(MATERIAL PROVIDED begins)

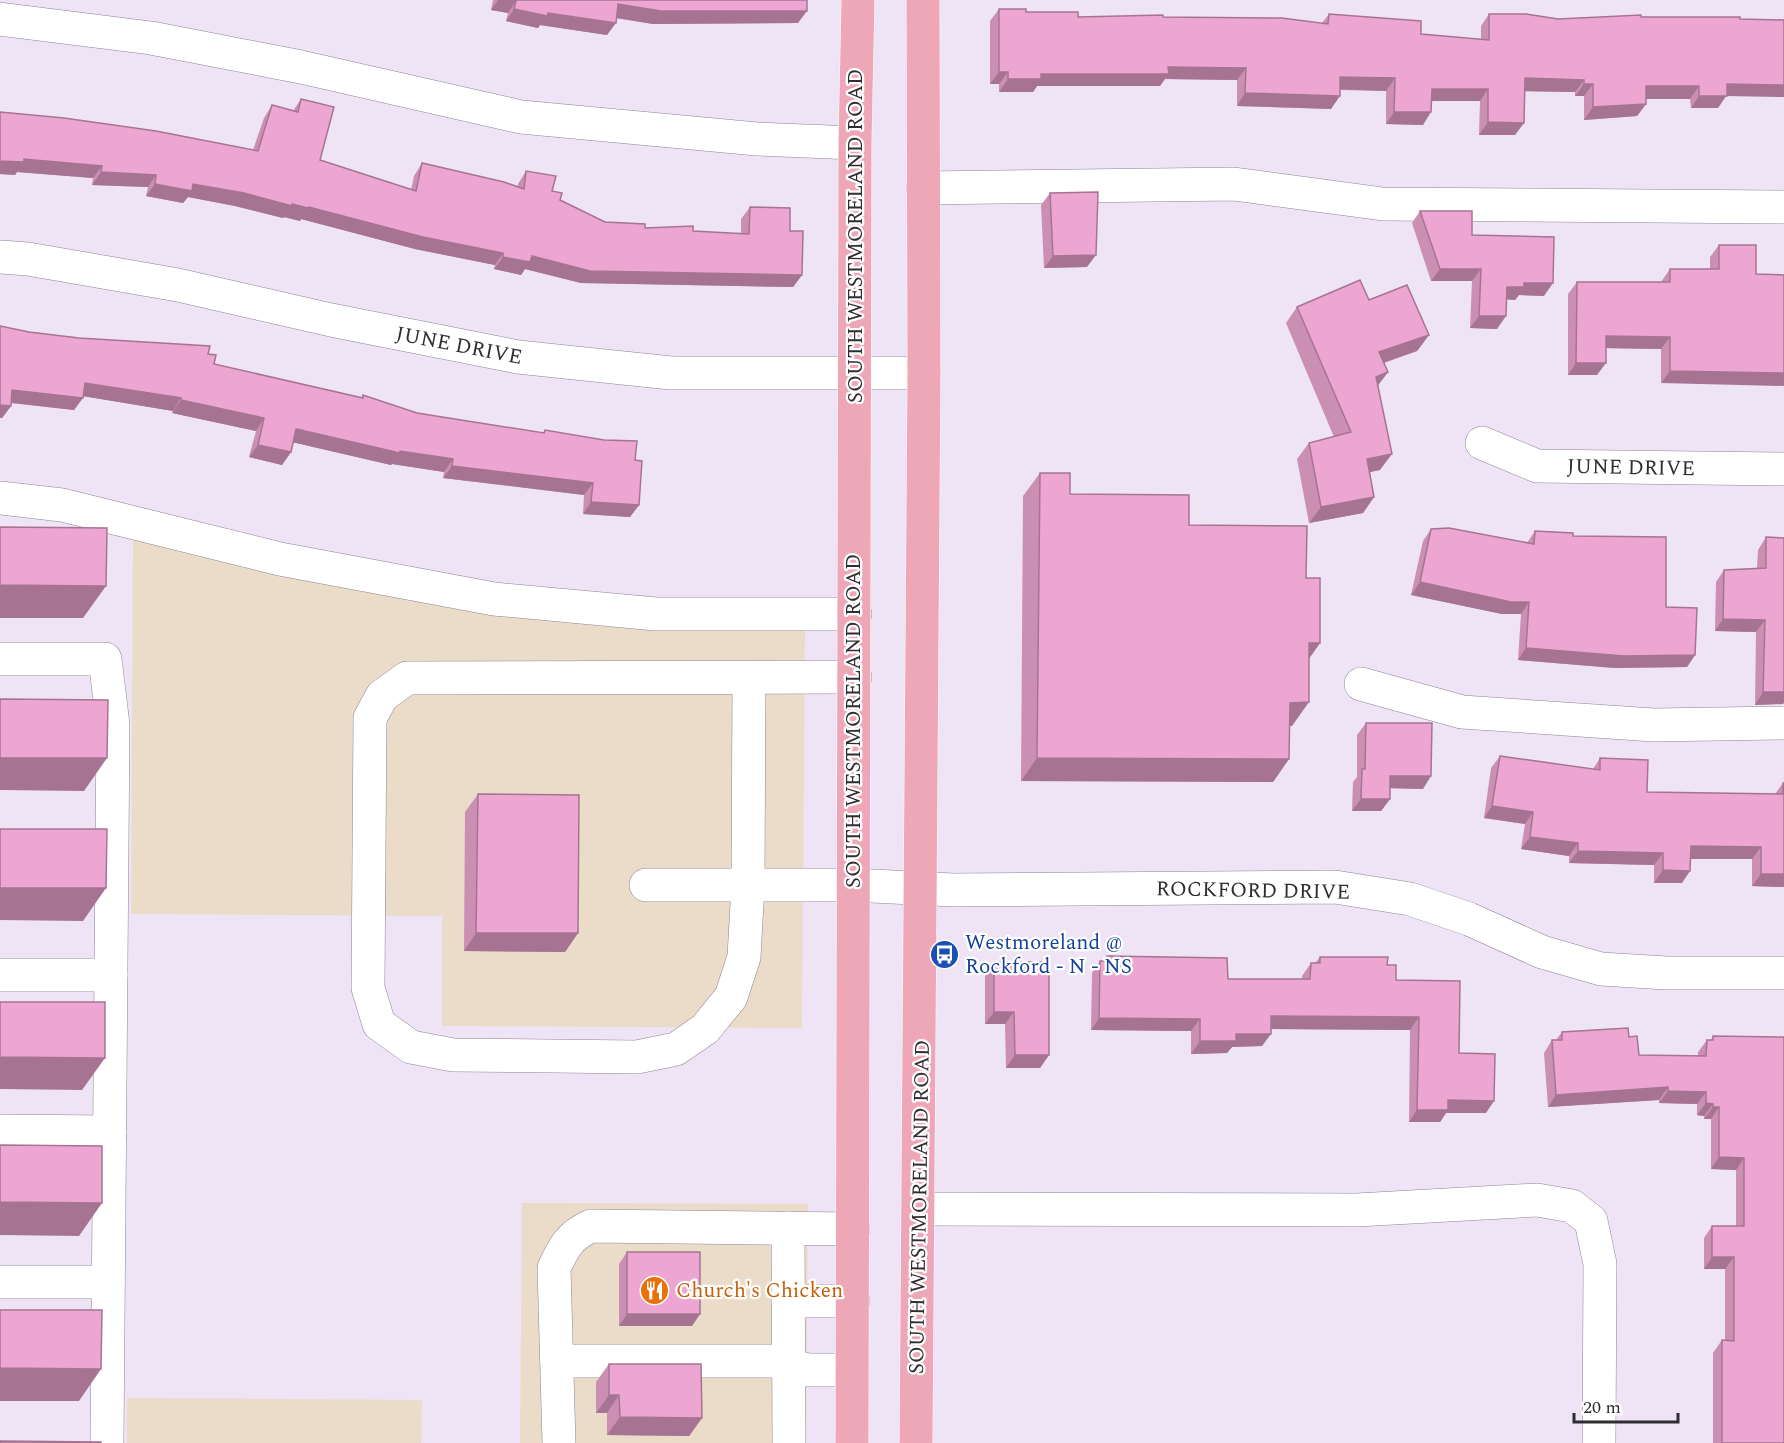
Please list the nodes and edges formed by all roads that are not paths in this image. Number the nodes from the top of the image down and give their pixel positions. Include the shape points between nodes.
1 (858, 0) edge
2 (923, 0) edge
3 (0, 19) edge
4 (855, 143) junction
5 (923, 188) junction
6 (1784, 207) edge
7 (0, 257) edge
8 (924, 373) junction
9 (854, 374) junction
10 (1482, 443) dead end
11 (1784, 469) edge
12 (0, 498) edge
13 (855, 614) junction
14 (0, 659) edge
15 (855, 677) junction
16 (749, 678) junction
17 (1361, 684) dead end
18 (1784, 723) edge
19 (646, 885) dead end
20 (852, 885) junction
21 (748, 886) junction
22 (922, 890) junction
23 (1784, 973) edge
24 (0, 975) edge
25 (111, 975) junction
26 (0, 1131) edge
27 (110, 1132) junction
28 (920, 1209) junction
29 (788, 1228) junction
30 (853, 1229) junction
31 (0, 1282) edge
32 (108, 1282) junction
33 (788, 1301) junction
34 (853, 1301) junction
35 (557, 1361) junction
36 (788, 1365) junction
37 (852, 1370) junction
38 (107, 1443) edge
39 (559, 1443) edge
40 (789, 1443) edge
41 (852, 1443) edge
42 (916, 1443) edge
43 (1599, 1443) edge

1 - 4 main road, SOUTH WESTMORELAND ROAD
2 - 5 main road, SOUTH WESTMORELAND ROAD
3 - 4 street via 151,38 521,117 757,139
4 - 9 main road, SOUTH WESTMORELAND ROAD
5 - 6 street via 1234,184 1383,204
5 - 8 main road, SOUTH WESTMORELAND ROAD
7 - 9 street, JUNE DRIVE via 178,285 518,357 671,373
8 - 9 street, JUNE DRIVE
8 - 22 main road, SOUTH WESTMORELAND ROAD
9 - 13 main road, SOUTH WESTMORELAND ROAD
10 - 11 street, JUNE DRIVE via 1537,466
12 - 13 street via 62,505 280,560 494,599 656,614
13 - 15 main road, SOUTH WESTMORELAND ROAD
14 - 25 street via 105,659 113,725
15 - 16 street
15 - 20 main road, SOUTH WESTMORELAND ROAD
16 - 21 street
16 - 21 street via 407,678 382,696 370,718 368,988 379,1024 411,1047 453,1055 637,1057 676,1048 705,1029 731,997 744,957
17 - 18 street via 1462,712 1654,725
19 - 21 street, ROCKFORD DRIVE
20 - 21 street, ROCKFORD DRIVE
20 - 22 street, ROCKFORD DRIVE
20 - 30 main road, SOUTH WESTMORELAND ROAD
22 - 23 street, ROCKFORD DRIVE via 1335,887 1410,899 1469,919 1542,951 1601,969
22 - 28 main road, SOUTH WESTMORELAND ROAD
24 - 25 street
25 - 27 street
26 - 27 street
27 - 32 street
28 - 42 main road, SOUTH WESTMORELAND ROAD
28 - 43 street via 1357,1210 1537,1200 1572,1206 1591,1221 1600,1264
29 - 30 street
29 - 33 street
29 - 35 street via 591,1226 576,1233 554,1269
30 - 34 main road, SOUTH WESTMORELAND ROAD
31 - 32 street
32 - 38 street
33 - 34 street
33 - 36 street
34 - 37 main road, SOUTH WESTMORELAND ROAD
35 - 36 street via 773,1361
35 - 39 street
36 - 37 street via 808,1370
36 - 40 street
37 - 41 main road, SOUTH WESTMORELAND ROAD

(MATERIAL PROVIDED ends)

With images omitted, output the data exactly as given.

**RESPONSE:**
Please list the nodes and edges formed by all roads that are not paths in this image. Number the nodes from the top of the image down and give their pixel positions. Include the shape points between nodes.
1 (858, 0) edge
2 (923, 0) edge
3 (0, 19) edge
4 (855, 143) junction
5 (923, 188) junction
6 (1784, 207) edge
7 (0, 257) edge
8 (924, 373) junction
9 (854, 374) junction
10 (1482, 443) dead end
11 (1784, 469) edge
12 (0, 498) edge
13 (855, 614) junction
14 (0, 659) edge
15 (855, 677) junction
16 (749, 678) junction
17 (1361, 684) dead end
18 (1784, 723) edge
19 (646, 885) dead end
20 (852, 885) junction
21 (748, 886) junction
22 (922, 890) junction
23 (1784, 973) edge
24 (0, 975) edge
25 (111, 975) junction
26 (0, 1131) edge
27 (110, 1132) junction
28 (920, 1209) junction
29 (788, 1228) junction
30 (853, 1229) junction
31 (0, 1282) edge
32 (108, 1282) junction
33 (788, 1301) junction
34 (853, 1301) junction
35 (557, 1361) junction
36 (788, 1365) junction
37 (852, 1370) junction
38 (107, 1443) edge
39 (559, 1443) edge
40 (789, 1443) edge
41 (852, 1443) edge
42 (916, 1443) edge
43 (1599, 1443) edge

1 - 4 main road, SOUTH WESTMORELAND ROAD
2 - 5 main road, SOUTH WESTMORELAND ROAD
3 - 4 street via 151,38 521,117 757,139
4 - 9 main road, SOUTH WESTMORELAND ROAD
5 - 6 street via 1234,184 1383,204
5 - 8 main road, SOUTH WESTMORELAND ROAD
7 - 9 street, JUNE DRIVE via 178,285 518,357 671,373
8 - 9 street, JUNE DRIVE
8 - 22 main road, SOUTH WESTMORELAND ROAD
9 - 13 main road, SOUTH WESTMORELAND ROAD
10 - 11 street, JUNE DRIVE via 1537,466
12 - 13 street via 62,505 280,560 494,599 656,614
13 - 15 main road, SOUTH WESTMORELAND ROAD
14 - 25 street via 105,659 113,725
15 - 16 street
15 - 20 main road, SOUTH WESTMORELAND ROAD
16 - 21 street
16 - 21 street via 407,678 382,696 370,718 368,988 379,1024 411,1047 453,1055 637,1057 676,1048 705,1029 731,997 744,957
17 - 18 street via 1462,712 1654,725
19 - 21 street, ROCKFORD DRIVE
20 - 21 street, ROCKFORD DRIVE
20 - 22 street, ROCKFORD DRIVE
20 - 30 main road, SOUTH WESTMORELAND ROAD
22 - 23 street, ROCKFORD DRIVE via 1335,887 1410,899 1469,919 1542,951 1601,969
22 - 28 main road, SOUTH WESTMORELAND ROAD
24 - 25 street
25 - 27 street
26 - 27 street
27 - 32 street
28 - 42 main road, SOUTH WESTMORELAND ROAD
28 - 43 street via 1357,1210 1537,1200 1572,1206 1591,1221 1600,1264
29 - 30 street
29 - 33 street
29 - 35 street via 591,1226 576,1233 554,1269
30 - 34 main road, SOUTH WESTMORELAND ROAD
31 - 32 street
32 - 38 street
33 - 34 street
33 - 36 street
34 - 37 main road, SOUTH WESTMORELAND ROAD
35 - 36 street via 773,1361
35 - 39 street
36 - 37 street via 808,1370
36 - 40 street
37 - 41 main road, SOUTH WESTMORELAND ROAD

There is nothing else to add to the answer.